Stored data entries:

○ ○ ○ ○ ○ ○ ○

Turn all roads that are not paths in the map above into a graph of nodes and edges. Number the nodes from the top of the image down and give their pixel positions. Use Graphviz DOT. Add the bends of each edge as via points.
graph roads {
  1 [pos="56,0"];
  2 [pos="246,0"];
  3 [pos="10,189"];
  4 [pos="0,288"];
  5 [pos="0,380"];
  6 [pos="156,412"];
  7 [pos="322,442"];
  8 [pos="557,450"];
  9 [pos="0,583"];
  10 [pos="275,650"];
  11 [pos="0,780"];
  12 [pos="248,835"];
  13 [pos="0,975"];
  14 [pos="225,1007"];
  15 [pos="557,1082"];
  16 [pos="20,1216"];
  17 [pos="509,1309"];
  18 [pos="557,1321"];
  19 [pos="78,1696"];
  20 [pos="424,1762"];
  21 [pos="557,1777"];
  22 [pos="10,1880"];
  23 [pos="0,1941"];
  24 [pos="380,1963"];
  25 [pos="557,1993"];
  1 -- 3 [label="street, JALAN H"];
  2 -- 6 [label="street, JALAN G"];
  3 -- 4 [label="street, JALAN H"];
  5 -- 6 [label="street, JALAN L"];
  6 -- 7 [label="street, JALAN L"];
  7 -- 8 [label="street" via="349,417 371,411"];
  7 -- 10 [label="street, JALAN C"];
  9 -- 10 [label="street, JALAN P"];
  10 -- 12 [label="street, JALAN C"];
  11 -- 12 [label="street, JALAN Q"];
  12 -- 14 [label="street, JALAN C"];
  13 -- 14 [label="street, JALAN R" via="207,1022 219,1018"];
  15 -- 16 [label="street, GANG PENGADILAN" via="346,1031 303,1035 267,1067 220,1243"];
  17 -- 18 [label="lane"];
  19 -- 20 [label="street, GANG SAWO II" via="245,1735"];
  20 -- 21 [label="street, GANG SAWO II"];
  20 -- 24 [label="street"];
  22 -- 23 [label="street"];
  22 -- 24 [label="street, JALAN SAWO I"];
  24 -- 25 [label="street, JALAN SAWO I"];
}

○ ○ ○ ○ ○ ○ ○

Task brief:
Wherever the string "SAWO" occurs in the records above, copy that line.

Result for this exercise:
  19 -- 20 [label="street, GANG SAWO II" via="245,1735"];
  20 -- 21 [label="street, GANG SAWO II"];
  22 -- 24 [label="street, JALAN SAWO I"];
  24 -- 25 [label="street, JALAN SAWO I"];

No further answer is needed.